Cross compiling Python doesn't preserve permissions when doing make install

Hi,

I am trying to cross compile python on windows for a Linux based system, when I do a make DESTDIR install the binaries get installed in custom directory on windows, however the permissions are not preserved. how can I preserve permissions, such that me doing an untar on Linux should have correct permissions and I can run the binary immediately without changing permissions after untar.

Windows does not have permissions that are compatible with unix permissions.

I do not think you can fix this if you use windows to do the build.
Can you build using a linux system in a linux VM instead?

2 Likes

My restrictions are to build with windows itself. Then according to above I need to manually set execute permissions for the binaries and access permissions for dlls. Right?

That sounds you are forced to use windows by company policy, not very wise.

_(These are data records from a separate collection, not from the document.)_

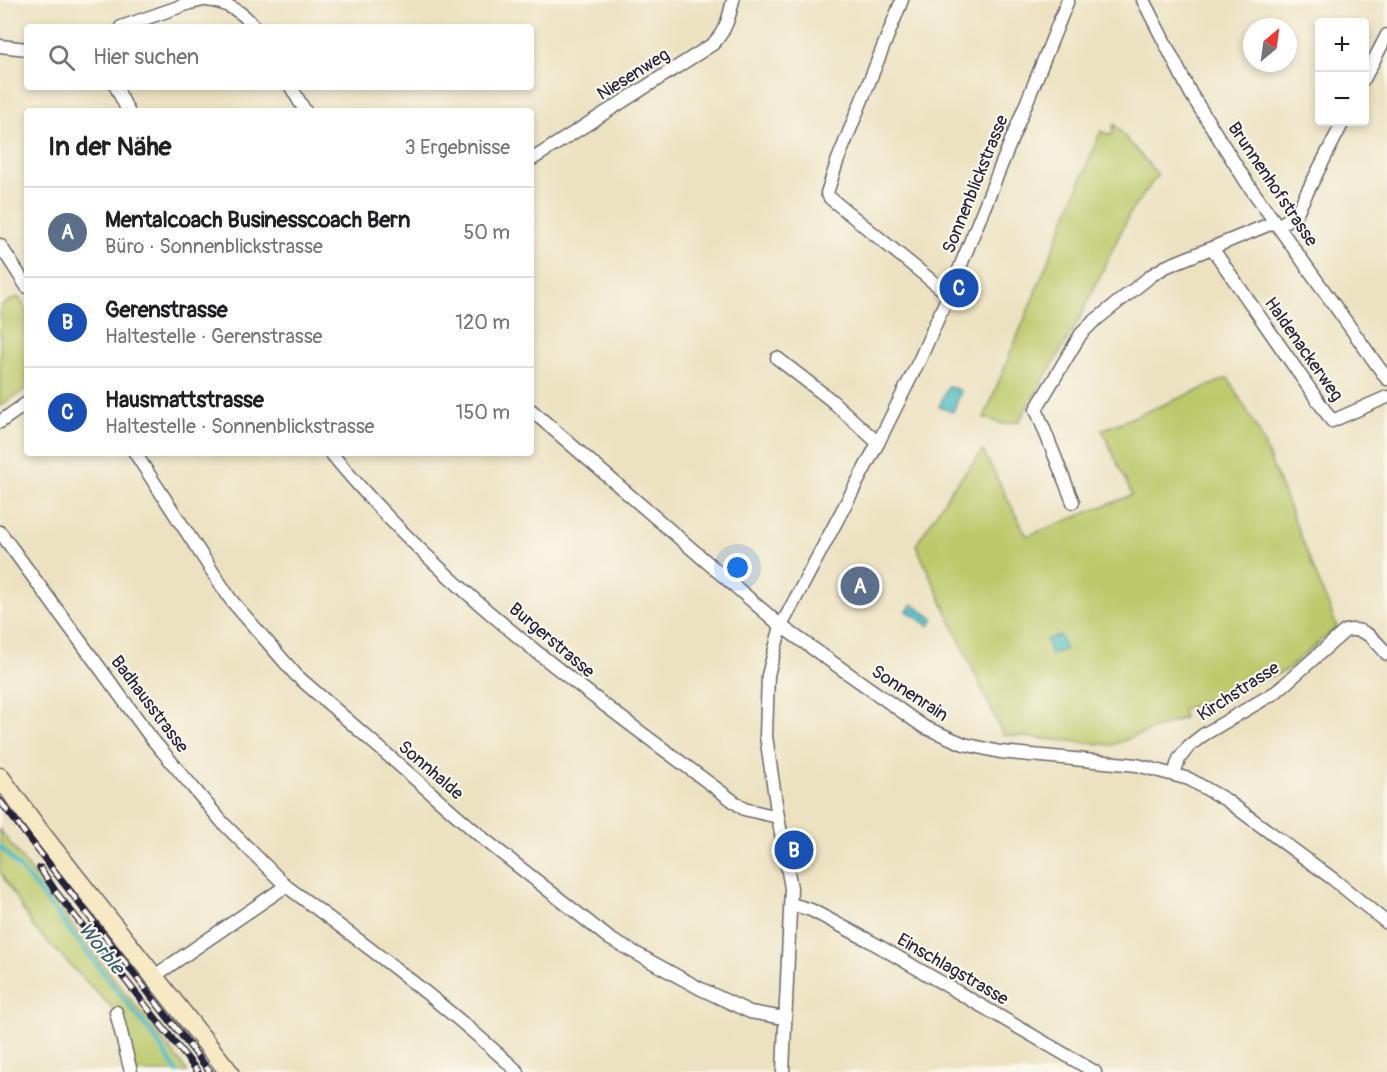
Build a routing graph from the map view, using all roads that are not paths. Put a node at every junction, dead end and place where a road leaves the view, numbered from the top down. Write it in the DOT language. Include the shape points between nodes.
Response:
graph roads {
  1 [pos="206,0"];
  2 [pos="733,0"];
  3 [pos="902,0"];
  4 [pos="1068,0"];
  5 [pos="1143,0"];
  6 [pos="130,24"];
  7 [pos="251,24"];
  8 [pos="1387,35"];
  9 [pos="0,46"];
  10 [pos="24,49"];
  11 [pos="1368,72"];
  12 [pos="118,90"];
  13 [pos="293,90"];
  14 [pos="127,108"];
  15 [pos="303,108"];
  16 [pos="1341,126"];
  17 [pos="534,158"];
  18 [pos="1277,224"];
  19 [pos="0,244"];
  20 [pos="1212,248"];
  21 [pos="24,282"];
  22 [pos="949,296"];
  23 [pos="777,358"];
  24 [pos="1387,379"];
  25 [pos="1387,398"];
  26 [pos="24,405"];
  27 [pos="534,413"];
  28 [pos="0,422"];
  29 [pos="878,443"];
  30 [pos="137,456"];
  31 [pos="334,456"];
  32 [pos="1073,502"];
  33 [pos="0,532"];
  34 [pos="781,626"];
  35 [pos="1387,654"];
  36 [pos="1174,774"];
  37 [pos="0,777"];
  38 [pos="778,817"];
  39 [pos="286,886"];
  40 [pos="791,904"];
  41 [pos="1387,923"];
  42 [pos="153,977"];
  43 [pos="116,1012"];
  44 [pos="784,1017"];
  45 [pos="131,1072"];
  46 [pos="229,1072"];
  47 [pos="518,1072"];
  48 [pos="783,1072"];
  49 [pos="1095,1072"];
  1 -- 6 [label="street"];
  1 -- 7 [label="street" via="236,10"];
  2 -- 17 [label="street, Niesenweg" via="727,26 713,44"];
  3 -- 22 [label="street" via="827,193"];
  4 -- 22 [label="street, Sonnenblickstrasse"];
  5 -- 18 [label="street, Brunnenhofstrasse" via="1191,94"];
  8 -- 11 [label="street"];
  9 -- 10 [label="street"];
  12 -- 14 [label="street"];
  13 -- 15 [label="street"];
  16 -- 18 [label="street" via="1296,214"];
  18 -- 20 [label="street"];
  18 -- 24 [label="street, Brunnenhofstrasse"];
  19 -- 21 [label="street"];
  20 -- 25 [label="street, Haldenackerweg" via="1332,421"];
  20 -- 32 [label="street" via="1158,271 1092,323 1074,343 1036,409"];
  22 -- 29 [label="street, Sonnenblickstrasse"];
  23 -- 29 [label="street"];
  26 -- 28 [label="street"];
  27 -- 34 [label="street, Sonnenrain"];
  29 -- 34 [label="street, Sonnenblickstrasse"];
  30 -- 44 [label="street, Sonnhalde" via="231,600 296,675 485,840 610,939 750,1012"];
  31 -- 38 [label="street, Burgerstrasse" via="408,537 568,679 744,809"];
  33 -- 39 [label="street, Badhausstrasse" via="152,739 223,823"];
  34 -- 36 [label="street, Sonnenrain" via="906,716 964,744 1000,752 1137,765"];
  34 -- 38 [label="street, Sonnenblickstrasse" via="768,675 766,736"];
  35 -- 36 [label="street, Kirchstrasse" via="1365,632 1351,630 1340,634 1276,692 1189,746"];
  36 -- 41 [label="street, Sonnenrain" via="1226,800"];
  37 -- 42 [label="main road"];
  38 -- 40 [label="street, Sonnenblickstrasse"];
  39 -- 42 [label="street"];
  39 -- 47 [label="street, Badhausstrasse" via="470,1027"];
  40 -- 44 [label="street, Sonnenblickstrasse"];
  40 -- 49 [label="street, Einschlagstrasse" via="811,910 870,941"];
  42 -- 46 [label="main road"];
  43 -- 45 [label="street"];
  44 -- 48 [label="street, Sonnenblickstrasse"];
}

So yes you will need a script to set file ownership and permissions.
FYI I assume you mean .so when you said dlls.

2 Likes

yep, I meant .so, thanks Barry.

A Linux shared-object file is a dynamic link library, so it’s not wrong to call them DLLs.

1 Like

What you can do is add permissions automatically to the tar file on windows using the python stdlib module tarfile. I have never done this myself, but it should be possible.

Thank you @MegaIng, can you elaborate on what you mean by adding permissions to tar file automatically. From where will you get the reference permissions (one’s like that in Linux)? I assume we need this beforehand right, or are they encoded in tarfile module? If no, then we would be doing the same thing a bash script to change permissions does except we are doing in python.

You can presumably predict these based on file names, otherwise you couldn’t write the bash script either.

The benefit of my suggestion is that you can do it as part of the build step on windows, producing a final tar that just needs to be untared instead of also having to run a script to fix permissions afterwards. If this is not a benefit for you, then this suggestion wont help.

2 Likes

Thank you for the suggestion @MegaIng, I was just clearing my doubts. The proposed approach will be usefull for me.